→ **To do**:
What you return must be every line below that includes the word "XXIII".

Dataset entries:

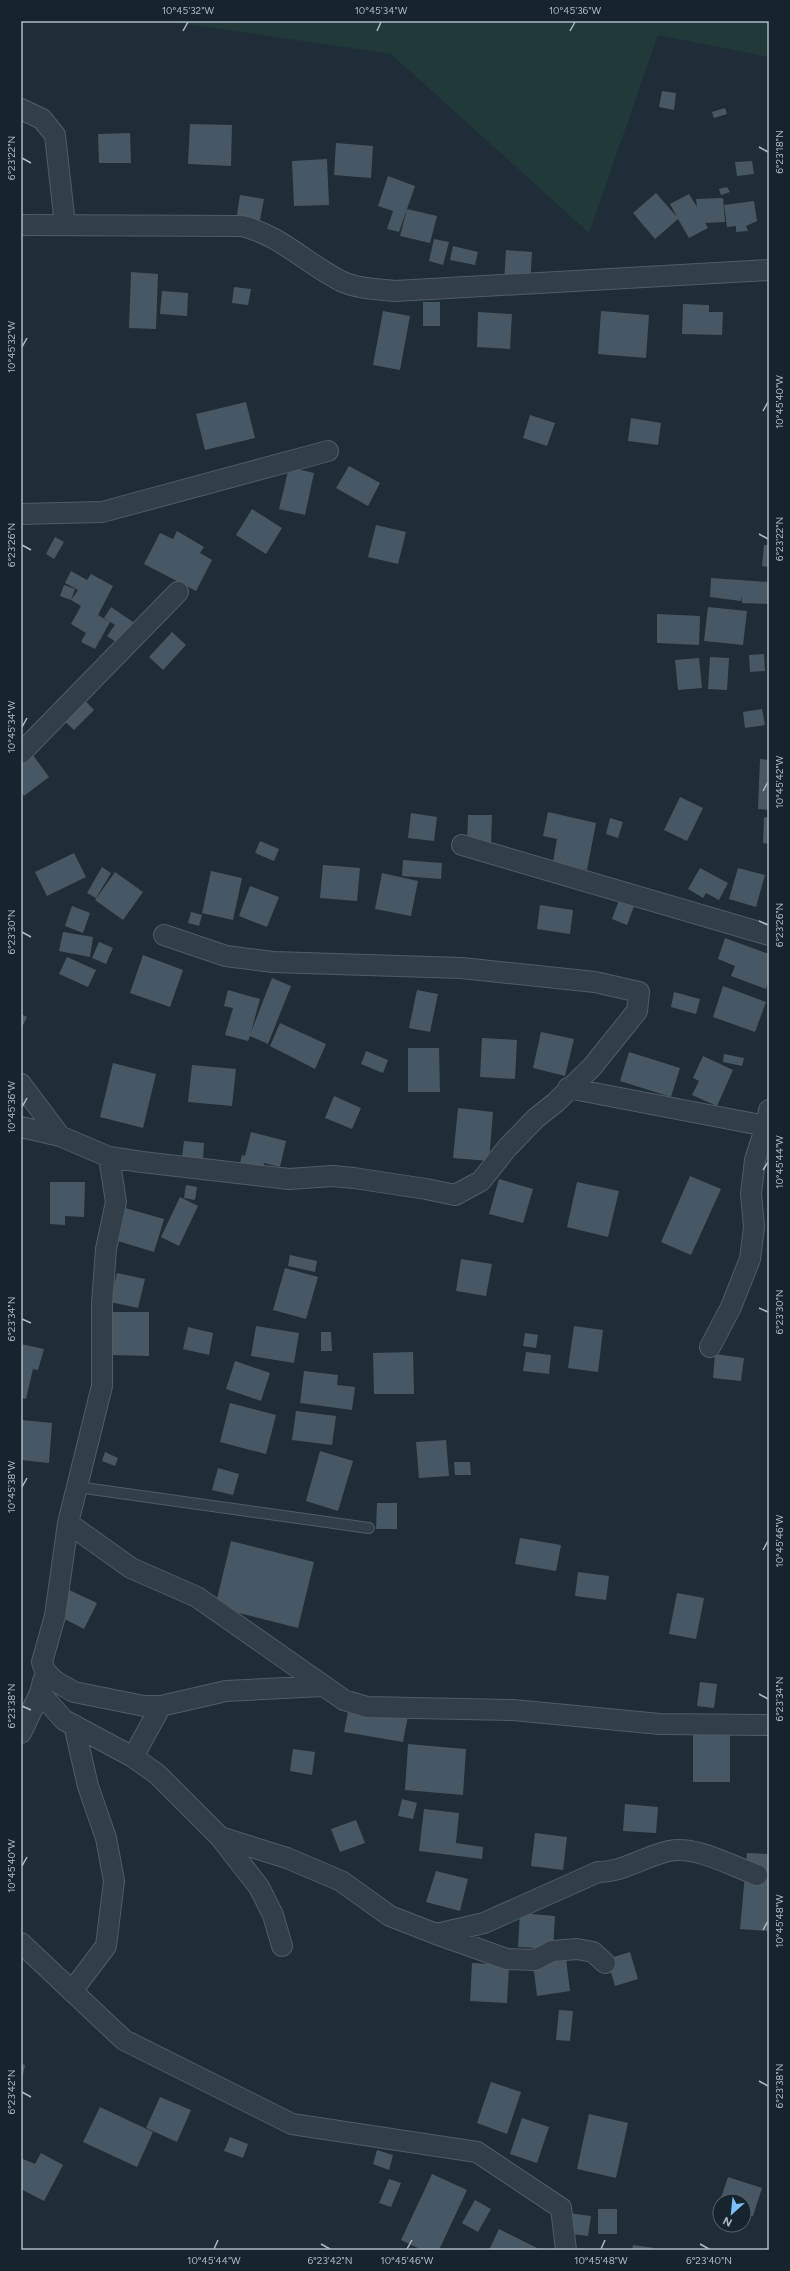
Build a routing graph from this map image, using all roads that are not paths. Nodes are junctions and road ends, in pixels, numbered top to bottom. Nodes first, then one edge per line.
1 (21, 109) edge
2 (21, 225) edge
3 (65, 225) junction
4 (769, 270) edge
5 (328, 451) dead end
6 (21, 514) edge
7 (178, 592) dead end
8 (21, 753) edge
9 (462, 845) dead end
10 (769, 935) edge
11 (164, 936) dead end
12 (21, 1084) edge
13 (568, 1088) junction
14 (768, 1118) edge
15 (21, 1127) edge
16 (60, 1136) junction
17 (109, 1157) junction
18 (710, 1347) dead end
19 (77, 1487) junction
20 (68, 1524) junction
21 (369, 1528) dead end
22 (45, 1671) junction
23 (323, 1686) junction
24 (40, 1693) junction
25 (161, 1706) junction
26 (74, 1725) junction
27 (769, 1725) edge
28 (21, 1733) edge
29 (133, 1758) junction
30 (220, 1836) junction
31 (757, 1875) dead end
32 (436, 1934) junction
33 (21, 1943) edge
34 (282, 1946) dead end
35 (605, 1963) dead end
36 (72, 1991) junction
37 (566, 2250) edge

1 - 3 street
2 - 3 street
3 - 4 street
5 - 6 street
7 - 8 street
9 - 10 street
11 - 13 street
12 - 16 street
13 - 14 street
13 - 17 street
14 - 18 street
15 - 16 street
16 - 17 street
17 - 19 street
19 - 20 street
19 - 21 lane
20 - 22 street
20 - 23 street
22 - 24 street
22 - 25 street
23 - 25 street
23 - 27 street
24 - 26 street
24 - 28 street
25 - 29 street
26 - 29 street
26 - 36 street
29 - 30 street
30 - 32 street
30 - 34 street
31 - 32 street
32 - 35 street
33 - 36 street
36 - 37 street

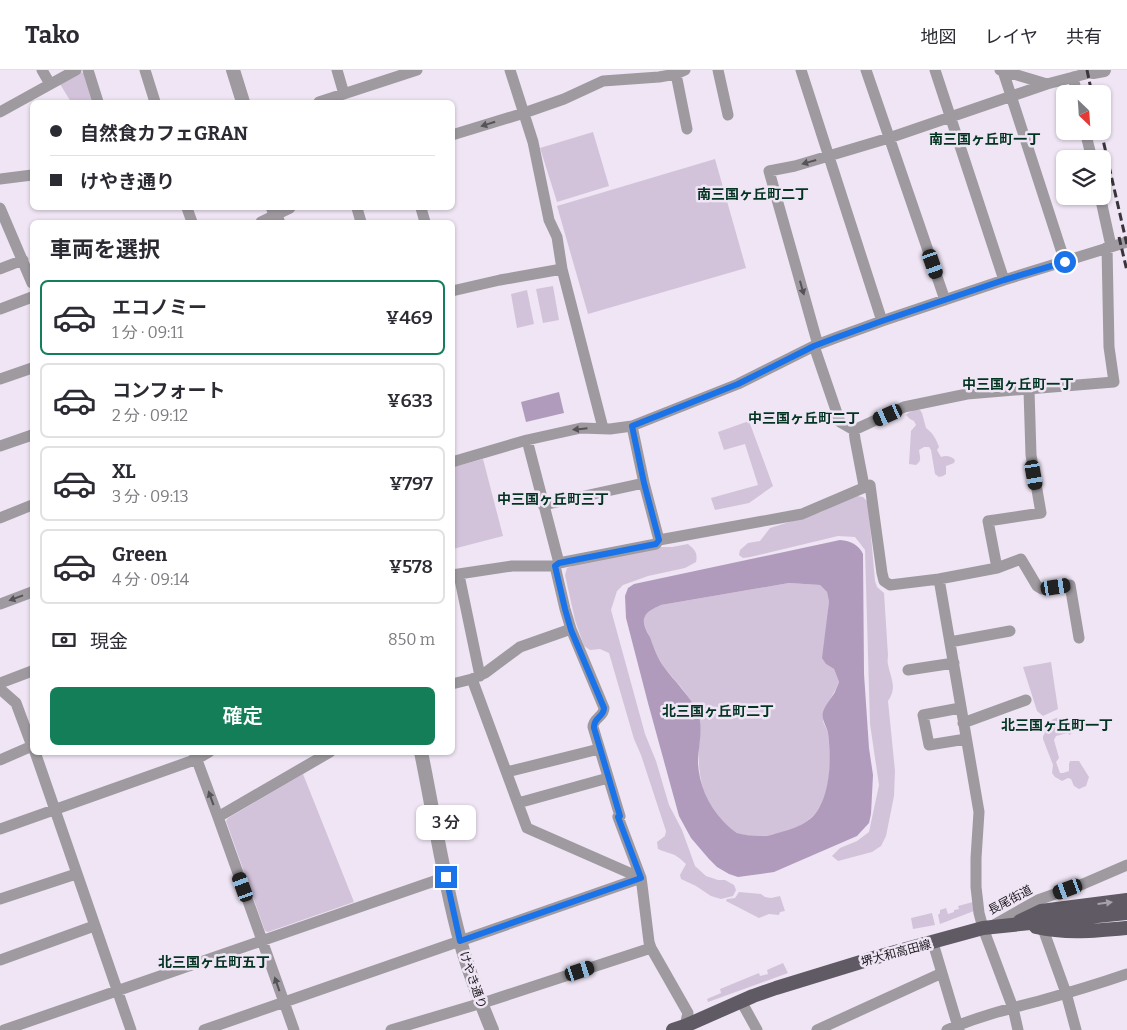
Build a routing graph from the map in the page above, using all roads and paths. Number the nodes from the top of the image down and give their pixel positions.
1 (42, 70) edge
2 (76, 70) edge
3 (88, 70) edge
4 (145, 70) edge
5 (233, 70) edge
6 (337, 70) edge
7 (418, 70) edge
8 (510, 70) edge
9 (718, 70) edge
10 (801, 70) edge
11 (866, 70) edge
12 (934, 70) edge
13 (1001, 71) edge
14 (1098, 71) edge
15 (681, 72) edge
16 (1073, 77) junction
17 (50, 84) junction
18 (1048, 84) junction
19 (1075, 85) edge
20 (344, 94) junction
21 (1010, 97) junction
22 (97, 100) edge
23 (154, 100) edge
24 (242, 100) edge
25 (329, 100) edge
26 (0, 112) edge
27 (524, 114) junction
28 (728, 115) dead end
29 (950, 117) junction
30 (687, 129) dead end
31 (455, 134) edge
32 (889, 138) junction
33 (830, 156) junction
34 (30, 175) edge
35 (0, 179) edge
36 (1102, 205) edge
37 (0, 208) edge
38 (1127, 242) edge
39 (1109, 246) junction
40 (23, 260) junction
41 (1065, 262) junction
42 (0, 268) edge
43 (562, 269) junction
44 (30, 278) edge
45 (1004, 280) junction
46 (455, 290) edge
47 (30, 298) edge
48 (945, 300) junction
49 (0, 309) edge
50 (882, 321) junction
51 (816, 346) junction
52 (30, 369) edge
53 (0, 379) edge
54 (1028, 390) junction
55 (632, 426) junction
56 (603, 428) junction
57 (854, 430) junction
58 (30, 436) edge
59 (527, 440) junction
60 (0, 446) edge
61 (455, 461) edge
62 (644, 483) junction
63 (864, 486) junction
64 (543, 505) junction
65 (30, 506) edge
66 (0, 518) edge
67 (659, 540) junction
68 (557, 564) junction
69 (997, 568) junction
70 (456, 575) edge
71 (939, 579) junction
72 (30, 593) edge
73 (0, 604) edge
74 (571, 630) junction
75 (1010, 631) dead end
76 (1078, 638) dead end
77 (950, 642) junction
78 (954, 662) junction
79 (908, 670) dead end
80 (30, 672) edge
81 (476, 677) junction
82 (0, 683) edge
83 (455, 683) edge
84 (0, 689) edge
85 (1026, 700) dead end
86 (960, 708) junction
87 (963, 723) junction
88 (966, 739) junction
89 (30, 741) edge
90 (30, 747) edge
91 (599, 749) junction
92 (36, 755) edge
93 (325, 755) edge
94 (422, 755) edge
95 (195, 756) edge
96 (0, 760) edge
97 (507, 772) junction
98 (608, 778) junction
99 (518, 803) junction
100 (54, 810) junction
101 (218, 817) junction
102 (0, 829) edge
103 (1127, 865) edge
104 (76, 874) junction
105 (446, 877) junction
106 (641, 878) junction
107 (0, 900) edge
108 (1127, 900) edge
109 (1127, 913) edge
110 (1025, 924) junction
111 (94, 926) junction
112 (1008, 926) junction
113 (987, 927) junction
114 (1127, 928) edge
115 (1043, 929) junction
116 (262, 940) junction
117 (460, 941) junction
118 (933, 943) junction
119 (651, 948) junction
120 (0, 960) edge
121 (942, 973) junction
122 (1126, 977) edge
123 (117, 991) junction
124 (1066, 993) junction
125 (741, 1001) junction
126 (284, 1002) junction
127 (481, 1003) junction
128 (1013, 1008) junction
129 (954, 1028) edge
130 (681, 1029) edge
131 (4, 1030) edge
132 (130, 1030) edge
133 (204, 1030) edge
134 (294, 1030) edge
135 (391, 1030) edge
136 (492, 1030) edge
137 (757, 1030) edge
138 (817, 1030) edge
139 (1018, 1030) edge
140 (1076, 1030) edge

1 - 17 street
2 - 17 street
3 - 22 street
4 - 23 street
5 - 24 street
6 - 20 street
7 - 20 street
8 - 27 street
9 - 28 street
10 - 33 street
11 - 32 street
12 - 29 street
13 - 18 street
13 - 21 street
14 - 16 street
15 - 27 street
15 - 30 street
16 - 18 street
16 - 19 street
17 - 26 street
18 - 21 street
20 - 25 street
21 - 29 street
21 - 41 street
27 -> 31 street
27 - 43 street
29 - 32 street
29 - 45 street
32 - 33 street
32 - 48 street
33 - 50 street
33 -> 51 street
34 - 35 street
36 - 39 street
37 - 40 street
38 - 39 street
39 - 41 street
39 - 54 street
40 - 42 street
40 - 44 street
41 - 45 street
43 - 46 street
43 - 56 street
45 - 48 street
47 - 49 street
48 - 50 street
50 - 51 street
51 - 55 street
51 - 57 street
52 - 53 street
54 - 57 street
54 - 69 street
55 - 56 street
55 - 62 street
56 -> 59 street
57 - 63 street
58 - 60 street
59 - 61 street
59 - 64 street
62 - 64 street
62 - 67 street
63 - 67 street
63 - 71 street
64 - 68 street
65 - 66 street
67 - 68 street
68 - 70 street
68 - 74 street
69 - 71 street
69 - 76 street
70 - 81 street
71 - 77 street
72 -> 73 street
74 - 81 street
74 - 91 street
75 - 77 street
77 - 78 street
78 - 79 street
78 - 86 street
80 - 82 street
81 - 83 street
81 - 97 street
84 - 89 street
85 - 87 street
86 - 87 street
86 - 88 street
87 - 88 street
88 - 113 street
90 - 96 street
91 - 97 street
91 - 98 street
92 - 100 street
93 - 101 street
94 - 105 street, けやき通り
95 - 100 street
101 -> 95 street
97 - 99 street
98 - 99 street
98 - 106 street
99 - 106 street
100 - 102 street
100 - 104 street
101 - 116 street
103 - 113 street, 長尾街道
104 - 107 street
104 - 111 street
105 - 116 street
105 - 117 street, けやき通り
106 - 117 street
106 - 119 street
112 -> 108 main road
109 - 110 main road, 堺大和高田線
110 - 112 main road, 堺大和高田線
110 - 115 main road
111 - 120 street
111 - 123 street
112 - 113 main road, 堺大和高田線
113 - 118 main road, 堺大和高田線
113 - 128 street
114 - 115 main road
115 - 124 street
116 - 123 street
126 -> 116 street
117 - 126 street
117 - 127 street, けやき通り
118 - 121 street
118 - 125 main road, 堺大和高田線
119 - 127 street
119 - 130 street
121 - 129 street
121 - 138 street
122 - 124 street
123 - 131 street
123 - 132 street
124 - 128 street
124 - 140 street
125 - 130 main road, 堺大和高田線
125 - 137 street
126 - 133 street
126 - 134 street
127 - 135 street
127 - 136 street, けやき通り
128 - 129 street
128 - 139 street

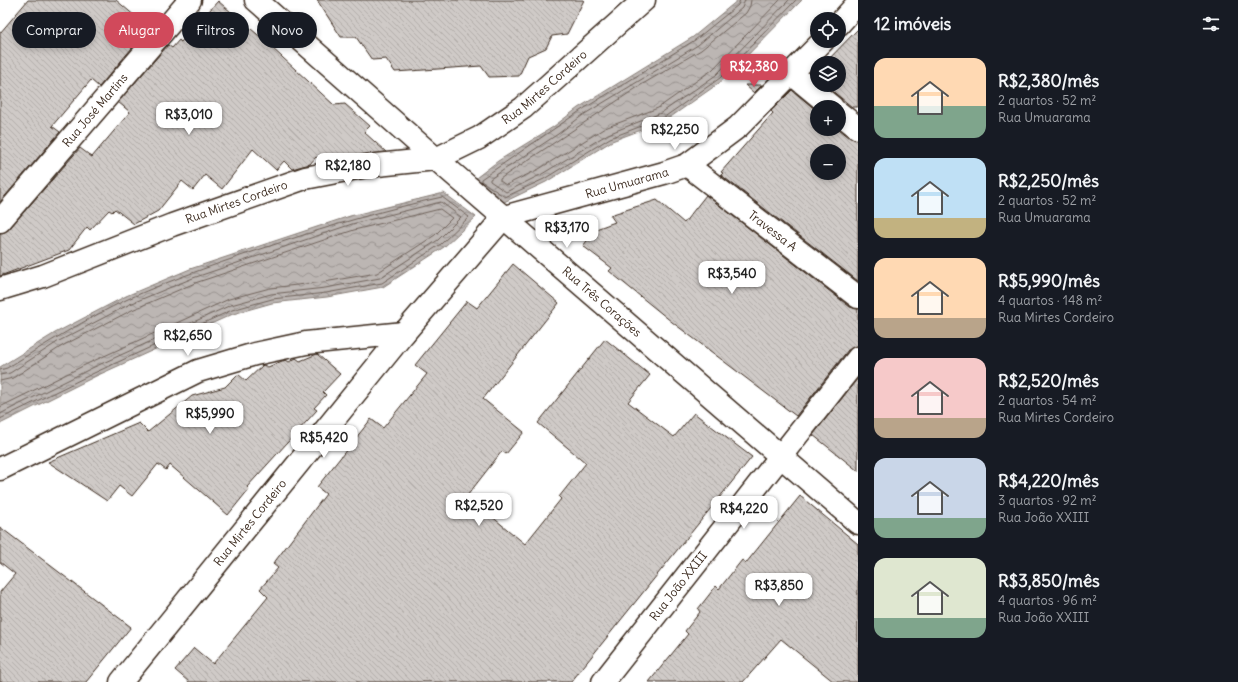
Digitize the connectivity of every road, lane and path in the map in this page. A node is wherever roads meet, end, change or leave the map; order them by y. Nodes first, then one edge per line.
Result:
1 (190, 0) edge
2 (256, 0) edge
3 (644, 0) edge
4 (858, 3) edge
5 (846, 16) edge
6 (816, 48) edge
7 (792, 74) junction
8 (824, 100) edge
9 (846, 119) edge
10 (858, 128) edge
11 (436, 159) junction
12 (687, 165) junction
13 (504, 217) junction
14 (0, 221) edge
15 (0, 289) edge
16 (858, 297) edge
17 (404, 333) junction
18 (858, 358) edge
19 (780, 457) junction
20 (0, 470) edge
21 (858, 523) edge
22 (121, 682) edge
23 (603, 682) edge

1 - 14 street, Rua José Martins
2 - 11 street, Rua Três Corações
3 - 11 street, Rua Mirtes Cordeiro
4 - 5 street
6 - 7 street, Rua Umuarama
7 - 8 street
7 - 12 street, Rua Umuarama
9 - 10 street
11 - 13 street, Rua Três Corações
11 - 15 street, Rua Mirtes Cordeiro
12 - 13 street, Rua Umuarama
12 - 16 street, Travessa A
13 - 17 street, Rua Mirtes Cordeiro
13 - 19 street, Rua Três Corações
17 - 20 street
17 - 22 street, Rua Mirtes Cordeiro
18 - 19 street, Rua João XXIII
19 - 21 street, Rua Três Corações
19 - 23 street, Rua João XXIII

→ **Response to this exercise**:
18 - 19 street, Rua João XXIII
19 - 23 street, Rua João XXIII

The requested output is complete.